Exactly the lines from the opening of the data through the line containing "const poly = rows" should be reproduced, please, with nothing added.

____________________

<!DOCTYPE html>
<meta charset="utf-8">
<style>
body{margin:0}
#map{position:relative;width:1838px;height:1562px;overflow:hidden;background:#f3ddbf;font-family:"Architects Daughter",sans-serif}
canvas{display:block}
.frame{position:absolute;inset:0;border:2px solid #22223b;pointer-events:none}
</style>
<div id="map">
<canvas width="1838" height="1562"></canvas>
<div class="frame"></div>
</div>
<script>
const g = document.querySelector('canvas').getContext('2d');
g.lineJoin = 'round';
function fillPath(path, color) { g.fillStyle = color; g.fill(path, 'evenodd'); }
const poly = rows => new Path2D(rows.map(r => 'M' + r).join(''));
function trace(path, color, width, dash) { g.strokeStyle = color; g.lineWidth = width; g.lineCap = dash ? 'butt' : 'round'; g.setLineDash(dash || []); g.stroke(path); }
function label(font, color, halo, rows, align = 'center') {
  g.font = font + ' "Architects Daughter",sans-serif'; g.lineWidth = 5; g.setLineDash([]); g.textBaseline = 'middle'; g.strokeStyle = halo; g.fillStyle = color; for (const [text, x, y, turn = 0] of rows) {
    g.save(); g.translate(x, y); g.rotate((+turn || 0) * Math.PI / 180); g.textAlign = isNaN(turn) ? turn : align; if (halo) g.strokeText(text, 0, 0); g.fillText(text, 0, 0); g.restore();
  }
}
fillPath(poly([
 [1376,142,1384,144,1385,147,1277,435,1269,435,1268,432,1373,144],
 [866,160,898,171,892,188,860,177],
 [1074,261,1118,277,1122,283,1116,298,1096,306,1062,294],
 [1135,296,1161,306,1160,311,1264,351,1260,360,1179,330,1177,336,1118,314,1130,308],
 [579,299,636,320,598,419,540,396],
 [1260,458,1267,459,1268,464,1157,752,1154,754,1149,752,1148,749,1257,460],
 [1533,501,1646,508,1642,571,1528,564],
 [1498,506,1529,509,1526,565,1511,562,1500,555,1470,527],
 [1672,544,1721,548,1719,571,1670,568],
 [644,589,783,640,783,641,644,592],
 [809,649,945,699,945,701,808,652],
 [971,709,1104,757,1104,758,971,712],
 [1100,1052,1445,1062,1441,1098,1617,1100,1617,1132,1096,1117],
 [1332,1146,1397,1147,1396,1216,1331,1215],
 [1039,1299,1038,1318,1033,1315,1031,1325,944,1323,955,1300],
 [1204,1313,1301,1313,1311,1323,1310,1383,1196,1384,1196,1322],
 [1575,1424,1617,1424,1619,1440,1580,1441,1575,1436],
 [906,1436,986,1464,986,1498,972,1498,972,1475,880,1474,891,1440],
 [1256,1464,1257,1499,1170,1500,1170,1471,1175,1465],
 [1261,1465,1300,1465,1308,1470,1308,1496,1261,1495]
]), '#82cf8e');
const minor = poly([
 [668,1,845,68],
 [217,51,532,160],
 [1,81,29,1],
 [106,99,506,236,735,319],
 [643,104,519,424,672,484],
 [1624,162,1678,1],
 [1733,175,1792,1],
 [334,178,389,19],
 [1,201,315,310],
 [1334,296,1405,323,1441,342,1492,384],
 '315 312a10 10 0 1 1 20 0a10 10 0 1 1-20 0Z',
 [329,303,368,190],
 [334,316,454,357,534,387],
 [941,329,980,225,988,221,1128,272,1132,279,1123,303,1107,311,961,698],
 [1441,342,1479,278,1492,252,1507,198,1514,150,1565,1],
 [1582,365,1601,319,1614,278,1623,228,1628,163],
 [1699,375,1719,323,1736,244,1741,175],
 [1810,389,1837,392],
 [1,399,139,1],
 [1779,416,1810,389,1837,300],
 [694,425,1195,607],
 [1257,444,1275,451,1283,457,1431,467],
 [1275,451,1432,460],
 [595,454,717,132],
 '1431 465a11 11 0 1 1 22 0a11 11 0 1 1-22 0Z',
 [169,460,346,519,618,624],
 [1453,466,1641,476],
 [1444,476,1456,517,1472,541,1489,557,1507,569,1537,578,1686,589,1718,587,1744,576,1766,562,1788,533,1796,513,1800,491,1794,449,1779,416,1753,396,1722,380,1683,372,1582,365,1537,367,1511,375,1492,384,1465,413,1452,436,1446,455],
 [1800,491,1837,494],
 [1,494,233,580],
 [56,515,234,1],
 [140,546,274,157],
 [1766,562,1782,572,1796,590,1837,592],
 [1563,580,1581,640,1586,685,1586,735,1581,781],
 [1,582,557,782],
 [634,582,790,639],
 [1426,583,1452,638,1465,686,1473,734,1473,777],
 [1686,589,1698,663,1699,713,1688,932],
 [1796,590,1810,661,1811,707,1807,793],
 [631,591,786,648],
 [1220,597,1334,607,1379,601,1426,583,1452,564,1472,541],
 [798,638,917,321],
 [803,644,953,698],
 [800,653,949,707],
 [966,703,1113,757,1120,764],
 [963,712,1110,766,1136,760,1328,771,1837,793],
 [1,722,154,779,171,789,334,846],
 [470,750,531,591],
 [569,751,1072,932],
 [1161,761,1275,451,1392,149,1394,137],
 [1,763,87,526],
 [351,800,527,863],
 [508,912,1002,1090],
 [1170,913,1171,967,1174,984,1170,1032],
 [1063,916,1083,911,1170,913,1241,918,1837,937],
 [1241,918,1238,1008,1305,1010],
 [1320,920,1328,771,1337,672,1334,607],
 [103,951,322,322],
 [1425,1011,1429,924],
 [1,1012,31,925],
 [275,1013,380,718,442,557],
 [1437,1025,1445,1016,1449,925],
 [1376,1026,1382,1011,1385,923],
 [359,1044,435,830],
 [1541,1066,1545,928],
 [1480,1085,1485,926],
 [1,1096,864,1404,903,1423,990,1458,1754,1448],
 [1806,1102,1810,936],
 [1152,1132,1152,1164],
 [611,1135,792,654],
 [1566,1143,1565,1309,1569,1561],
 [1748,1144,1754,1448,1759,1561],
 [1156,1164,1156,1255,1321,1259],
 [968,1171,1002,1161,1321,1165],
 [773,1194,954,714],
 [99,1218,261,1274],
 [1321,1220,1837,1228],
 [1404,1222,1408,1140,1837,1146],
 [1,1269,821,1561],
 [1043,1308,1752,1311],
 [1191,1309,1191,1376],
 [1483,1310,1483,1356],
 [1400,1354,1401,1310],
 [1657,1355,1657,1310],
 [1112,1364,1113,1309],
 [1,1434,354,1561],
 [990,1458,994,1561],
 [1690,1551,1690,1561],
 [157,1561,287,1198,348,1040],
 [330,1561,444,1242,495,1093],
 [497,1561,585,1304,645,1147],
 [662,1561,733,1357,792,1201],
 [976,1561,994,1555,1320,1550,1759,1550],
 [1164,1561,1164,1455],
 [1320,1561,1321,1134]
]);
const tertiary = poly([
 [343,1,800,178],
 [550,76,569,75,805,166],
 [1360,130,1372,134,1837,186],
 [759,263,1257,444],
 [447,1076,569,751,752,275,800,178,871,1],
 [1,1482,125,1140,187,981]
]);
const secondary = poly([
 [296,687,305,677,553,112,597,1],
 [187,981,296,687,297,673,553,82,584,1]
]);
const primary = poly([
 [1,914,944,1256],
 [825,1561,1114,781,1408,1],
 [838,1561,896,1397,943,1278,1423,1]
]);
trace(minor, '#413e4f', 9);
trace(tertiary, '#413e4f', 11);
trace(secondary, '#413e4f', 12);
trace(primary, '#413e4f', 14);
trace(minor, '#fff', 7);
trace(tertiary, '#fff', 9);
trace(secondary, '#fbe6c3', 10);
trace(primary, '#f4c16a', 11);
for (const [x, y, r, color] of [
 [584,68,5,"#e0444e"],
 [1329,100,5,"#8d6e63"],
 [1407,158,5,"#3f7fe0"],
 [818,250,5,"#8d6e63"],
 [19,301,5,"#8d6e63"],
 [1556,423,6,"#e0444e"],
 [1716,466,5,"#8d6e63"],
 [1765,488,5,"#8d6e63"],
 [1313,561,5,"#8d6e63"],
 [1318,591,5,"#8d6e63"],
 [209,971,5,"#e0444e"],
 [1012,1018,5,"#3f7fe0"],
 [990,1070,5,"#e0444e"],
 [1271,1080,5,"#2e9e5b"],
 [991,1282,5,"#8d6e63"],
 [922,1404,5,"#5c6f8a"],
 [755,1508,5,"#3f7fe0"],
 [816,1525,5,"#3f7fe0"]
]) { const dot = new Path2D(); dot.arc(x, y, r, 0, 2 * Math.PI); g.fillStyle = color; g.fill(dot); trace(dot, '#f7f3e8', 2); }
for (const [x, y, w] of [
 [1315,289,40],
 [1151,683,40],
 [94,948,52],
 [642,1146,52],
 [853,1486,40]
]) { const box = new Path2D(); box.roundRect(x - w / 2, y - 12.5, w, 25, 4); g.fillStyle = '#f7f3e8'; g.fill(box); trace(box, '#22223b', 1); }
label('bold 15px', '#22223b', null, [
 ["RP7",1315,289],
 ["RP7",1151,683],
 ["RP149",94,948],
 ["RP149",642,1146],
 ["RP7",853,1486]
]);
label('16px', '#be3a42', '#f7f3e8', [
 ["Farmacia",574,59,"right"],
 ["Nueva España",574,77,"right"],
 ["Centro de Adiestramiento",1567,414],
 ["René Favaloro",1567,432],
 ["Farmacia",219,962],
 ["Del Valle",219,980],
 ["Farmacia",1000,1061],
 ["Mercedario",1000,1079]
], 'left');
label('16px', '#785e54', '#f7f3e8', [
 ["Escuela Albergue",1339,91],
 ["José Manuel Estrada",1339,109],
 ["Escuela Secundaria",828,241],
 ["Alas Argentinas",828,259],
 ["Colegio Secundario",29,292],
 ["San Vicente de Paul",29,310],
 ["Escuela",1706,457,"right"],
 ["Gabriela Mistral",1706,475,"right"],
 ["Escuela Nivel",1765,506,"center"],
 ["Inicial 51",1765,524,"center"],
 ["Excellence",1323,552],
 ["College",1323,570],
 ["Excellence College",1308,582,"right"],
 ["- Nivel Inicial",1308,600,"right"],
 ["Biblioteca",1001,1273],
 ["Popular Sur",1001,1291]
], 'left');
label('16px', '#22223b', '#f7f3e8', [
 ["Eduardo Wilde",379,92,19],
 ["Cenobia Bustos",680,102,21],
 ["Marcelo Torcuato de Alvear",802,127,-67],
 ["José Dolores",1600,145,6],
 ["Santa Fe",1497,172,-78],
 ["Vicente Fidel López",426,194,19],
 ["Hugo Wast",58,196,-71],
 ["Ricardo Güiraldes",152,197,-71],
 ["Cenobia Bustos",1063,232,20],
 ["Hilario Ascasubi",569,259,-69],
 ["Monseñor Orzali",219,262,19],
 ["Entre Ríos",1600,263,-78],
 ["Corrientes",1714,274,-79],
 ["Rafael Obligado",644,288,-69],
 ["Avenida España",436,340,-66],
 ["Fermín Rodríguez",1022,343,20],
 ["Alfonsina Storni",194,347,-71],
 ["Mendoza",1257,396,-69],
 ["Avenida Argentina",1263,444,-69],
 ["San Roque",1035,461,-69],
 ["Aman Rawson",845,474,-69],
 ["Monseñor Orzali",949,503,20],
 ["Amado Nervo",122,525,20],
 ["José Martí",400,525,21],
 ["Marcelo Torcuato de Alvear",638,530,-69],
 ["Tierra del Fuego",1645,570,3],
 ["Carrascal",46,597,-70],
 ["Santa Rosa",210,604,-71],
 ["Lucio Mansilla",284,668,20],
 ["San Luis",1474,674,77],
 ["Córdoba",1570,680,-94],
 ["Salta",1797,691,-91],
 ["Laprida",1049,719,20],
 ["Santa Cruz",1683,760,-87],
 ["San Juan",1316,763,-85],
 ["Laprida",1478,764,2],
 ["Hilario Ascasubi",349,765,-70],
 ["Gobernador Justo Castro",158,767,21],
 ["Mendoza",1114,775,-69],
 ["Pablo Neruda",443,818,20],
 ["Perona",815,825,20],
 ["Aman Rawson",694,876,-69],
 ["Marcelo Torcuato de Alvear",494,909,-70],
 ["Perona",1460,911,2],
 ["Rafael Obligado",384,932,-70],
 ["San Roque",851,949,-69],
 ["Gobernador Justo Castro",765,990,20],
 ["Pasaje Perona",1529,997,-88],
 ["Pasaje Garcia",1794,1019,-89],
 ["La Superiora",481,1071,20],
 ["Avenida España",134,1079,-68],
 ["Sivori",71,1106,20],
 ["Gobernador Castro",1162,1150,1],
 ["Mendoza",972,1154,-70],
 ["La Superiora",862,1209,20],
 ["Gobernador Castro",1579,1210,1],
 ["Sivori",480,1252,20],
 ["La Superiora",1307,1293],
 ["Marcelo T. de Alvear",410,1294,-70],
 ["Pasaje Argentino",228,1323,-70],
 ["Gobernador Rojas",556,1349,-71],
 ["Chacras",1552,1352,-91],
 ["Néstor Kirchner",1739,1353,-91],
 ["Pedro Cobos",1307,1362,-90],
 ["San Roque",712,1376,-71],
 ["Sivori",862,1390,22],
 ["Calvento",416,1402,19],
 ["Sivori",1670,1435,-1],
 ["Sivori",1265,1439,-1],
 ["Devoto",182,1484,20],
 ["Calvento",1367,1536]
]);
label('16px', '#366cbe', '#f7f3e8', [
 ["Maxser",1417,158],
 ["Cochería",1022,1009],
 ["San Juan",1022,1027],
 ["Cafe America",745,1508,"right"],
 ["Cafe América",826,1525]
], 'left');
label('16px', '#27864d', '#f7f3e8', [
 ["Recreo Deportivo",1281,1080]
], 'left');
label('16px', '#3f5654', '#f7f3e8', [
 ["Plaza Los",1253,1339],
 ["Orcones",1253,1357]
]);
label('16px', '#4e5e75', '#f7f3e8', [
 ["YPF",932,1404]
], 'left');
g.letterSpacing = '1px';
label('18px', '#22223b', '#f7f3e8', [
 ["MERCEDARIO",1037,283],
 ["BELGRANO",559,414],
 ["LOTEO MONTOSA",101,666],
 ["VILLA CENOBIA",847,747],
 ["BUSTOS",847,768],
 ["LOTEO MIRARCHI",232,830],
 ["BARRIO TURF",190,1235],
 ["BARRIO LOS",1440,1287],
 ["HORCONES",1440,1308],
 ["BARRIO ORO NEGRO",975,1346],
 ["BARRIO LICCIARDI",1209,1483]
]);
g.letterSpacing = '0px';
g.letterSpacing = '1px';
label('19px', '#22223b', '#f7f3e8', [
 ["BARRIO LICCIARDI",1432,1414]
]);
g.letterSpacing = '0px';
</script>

____________________

#### Task output:
<!DOCTYPE html>
<meta charset="utf-8">
<style>
body{margin:0}
#map{position:relative;width:1838px;height:1562px;overflow:hidden;background:#f3ddbf;font-family:"Architects Daughter",sans-serif}
canvas{display:block}
.frame{position:absolute;inset:0;border:2px solid #22223b;pointer-events:none}
</style>
<div id="map">
<canvas width="1838" height="1562"></canvas>
<div class="frame"></div>
</div>
<script>
const g = document.querySelector('canvas').getContext('2d');
g.lineJoin = 'round';
function fillPath(path, color) { g.fillStyle = color; g.fill(path, 'evenodd'); }
const poly = rows => new Path2D(rows.map(r => 'M' + r).join(''));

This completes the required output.